* Exercise instructions:
A faithful copy is required of the lines from the top of the entries through the line that contains "ring dip: (267, 170)", both included, with no pictures.

* Available records:
--- START ---

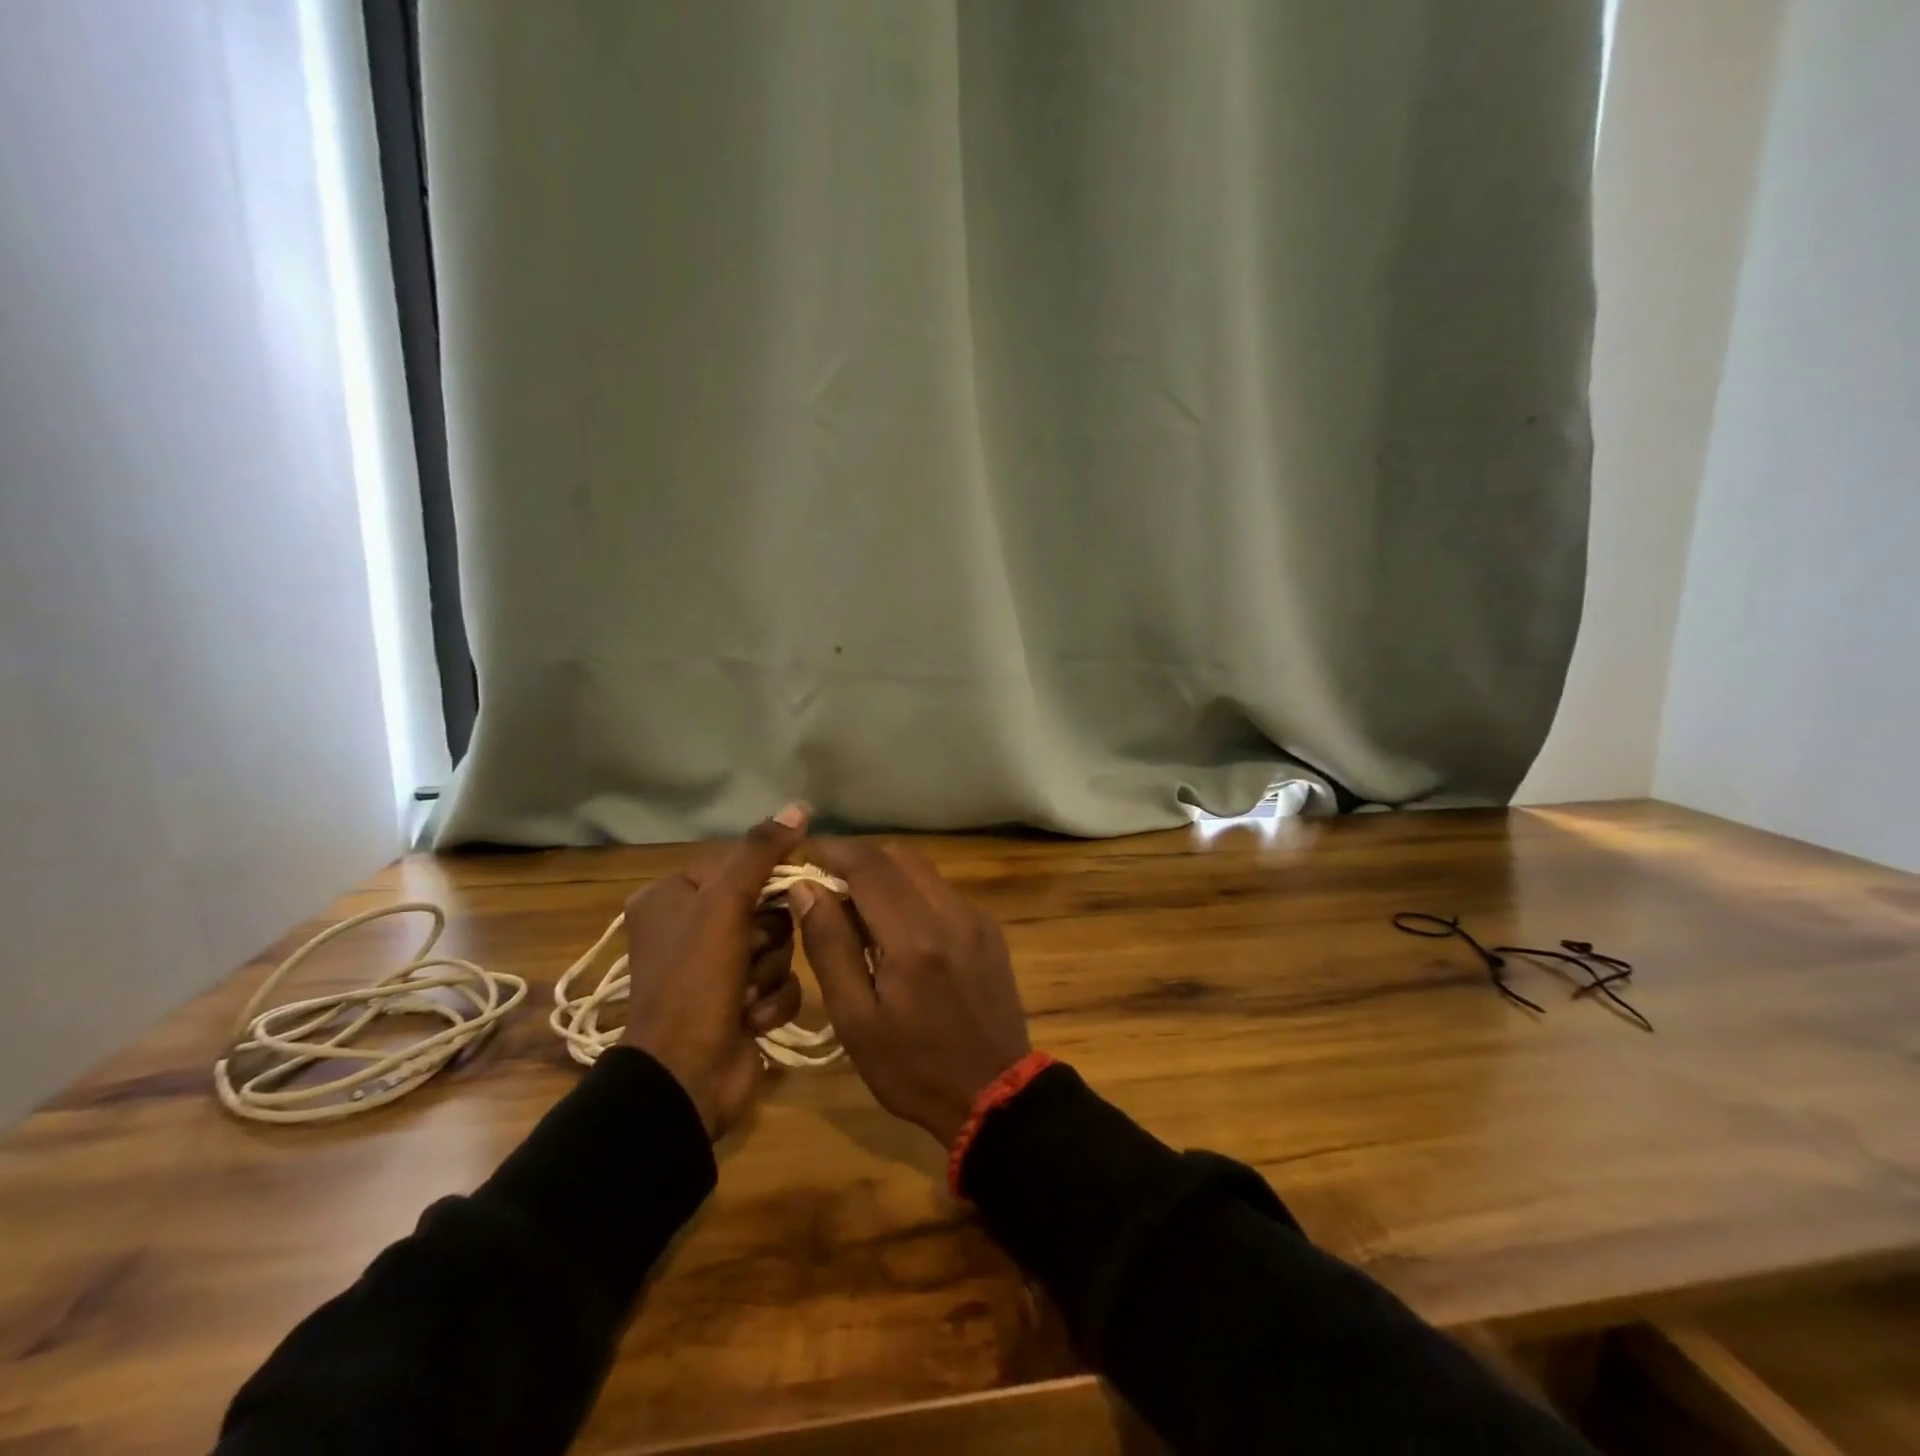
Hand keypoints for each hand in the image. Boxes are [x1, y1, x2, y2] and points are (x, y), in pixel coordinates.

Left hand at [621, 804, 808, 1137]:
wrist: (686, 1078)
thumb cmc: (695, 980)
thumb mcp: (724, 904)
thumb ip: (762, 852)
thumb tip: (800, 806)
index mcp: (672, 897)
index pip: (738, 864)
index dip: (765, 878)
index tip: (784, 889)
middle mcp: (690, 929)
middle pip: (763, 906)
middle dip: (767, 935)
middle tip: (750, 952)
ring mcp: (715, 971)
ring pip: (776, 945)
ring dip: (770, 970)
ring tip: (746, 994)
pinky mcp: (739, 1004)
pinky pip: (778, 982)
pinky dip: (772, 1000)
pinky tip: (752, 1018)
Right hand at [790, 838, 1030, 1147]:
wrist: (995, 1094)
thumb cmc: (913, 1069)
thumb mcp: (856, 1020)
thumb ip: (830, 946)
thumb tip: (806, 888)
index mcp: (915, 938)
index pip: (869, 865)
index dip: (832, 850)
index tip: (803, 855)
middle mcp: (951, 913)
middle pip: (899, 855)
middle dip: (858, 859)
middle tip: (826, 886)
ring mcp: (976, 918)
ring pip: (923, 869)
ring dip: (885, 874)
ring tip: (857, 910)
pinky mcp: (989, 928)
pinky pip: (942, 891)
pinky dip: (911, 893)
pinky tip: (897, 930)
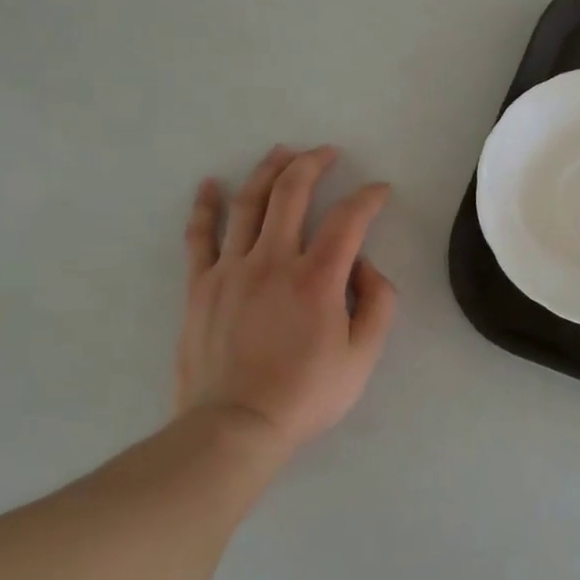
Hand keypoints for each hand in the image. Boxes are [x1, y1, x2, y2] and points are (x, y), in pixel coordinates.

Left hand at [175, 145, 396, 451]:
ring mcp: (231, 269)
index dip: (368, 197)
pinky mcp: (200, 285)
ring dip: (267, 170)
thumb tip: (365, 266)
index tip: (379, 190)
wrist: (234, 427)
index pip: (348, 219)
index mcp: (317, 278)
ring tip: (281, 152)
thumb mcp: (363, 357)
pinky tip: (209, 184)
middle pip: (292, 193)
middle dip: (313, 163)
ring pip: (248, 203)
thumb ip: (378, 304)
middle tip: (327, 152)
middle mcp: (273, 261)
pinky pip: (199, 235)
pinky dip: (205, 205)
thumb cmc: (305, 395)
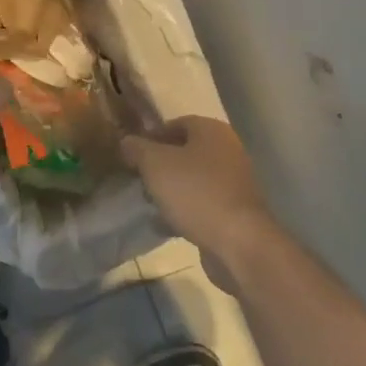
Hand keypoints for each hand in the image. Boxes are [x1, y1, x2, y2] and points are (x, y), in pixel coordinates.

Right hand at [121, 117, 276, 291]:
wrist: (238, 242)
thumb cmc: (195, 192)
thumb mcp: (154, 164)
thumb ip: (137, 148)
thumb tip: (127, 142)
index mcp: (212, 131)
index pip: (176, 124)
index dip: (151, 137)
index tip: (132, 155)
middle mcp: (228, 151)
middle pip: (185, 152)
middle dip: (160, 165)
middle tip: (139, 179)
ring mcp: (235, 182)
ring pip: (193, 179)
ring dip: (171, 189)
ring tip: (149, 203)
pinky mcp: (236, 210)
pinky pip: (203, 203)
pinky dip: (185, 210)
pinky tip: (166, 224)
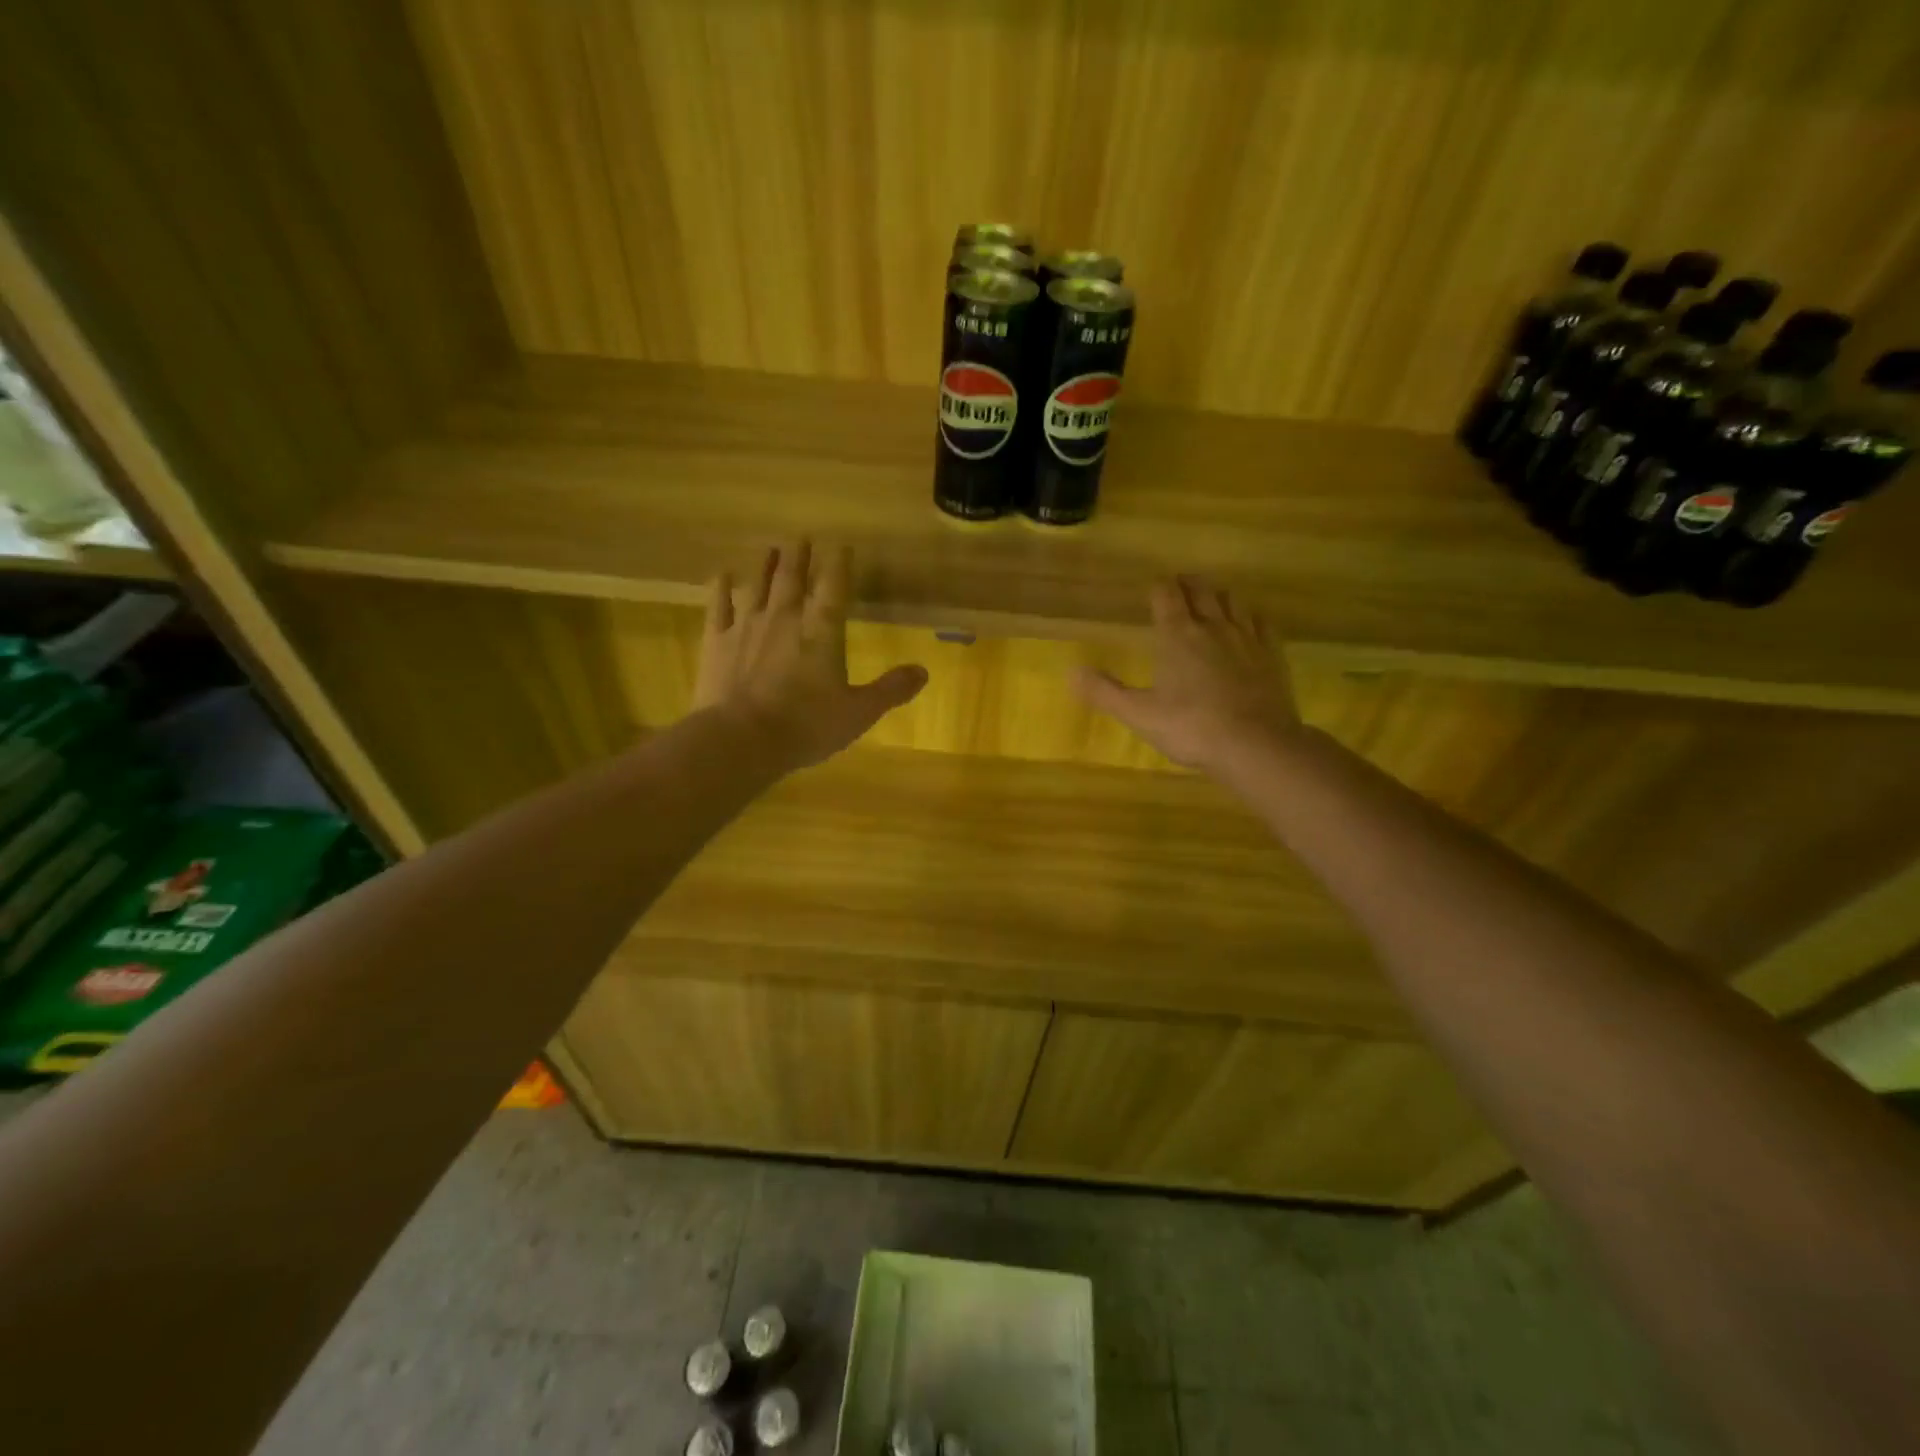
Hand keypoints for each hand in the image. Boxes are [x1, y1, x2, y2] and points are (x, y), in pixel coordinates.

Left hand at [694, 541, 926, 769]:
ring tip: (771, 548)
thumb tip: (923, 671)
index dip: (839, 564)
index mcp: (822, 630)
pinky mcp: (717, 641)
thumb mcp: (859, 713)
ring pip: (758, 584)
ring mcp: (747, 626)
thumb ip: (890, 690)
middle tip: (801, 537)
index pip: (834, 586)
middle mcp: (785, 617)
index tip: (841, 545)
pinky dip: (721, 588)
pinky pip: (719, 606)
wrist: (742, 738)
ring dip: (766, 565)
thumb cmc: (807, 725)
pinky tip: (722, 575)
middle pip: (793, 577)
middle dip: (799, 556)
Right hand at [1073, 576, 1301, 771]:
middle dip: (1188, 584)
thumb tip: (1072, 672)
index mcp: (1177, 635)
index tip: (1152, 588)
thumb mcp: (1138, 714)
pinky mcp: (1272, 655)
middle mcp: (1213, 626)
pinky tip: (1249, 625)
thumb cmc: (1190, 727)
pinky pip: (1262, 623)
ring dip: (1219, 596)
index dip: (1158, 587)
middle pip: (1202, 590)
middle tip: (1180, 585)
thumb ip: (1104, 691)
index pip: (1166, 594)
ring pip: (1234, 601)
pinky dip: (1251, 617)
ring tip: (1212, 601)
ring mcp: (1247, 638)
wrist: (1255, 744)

--- END ---

* Exercise solution:
Hand keypoints for each hand in the image. Boxes are [x1, y1, x2, y2] and points are (x, y), in pixel coordinates.

Left hand at [621, 804, 808, 1137]:
wrist: (686, 1078)
thumb cmc: (695, 980)
thumb mcp: (724, 904)
thumb ip: (762, 852)
thumb tip: (800, 806)
index mcp: (672, 897)
index pip: (738, 864)
index dip: (765, 878)
index tip: (784, 889)
middle mcp: (690, 929)
middle pip: (763, 906)
middle dip: (767, 935)
middle tip: (750, 952)
ring mcp: (715, 971)
ring pip: (776, 945)
ring dip: (770, 970)
ring tip: (746, 994)
pinky mcp: (739, 1004)
pinky pip: (778, 982)
pinky dip: (772, 1000)
pinky tip: (752, 1018)
Right hand at [790, 838, 1030, 1147]:
wrist: (995, 1094)
thumb cmc: (913, 1069)
thumb mcp: (856, 1020)
thumb ip: (830, 946)
thumb tip: (806, 888)
index mcp: (915, 938)
index pip: (869, 865)
index dip: (832, 850)
index tip: (803, 855)
middle mcp: (951, 913)
middle pip: (899, 855)
middle dip: (858, 859)
middle tip: (826, 886)
ring mcp: (976, 918)
ring pip: (923, 869)
ring dip: (885, 874)
ring tip: (857, 910)
pinky mcp: (989, 928)
pinky pip: (942, 891)
pinky dip: (911, 893)
pinky tip: (897, 930)
Hand keypoints for each hand in the image. Boxes are [x1, y1, x2, y2] and points are (x, y), in pixel coordinates.

Left hand at [175, 145, 396, 451]:
ring mcp: (231, 269)
index dip: (368, 197)
pinky mcp: (200, 285)
ring dip: (267, 170)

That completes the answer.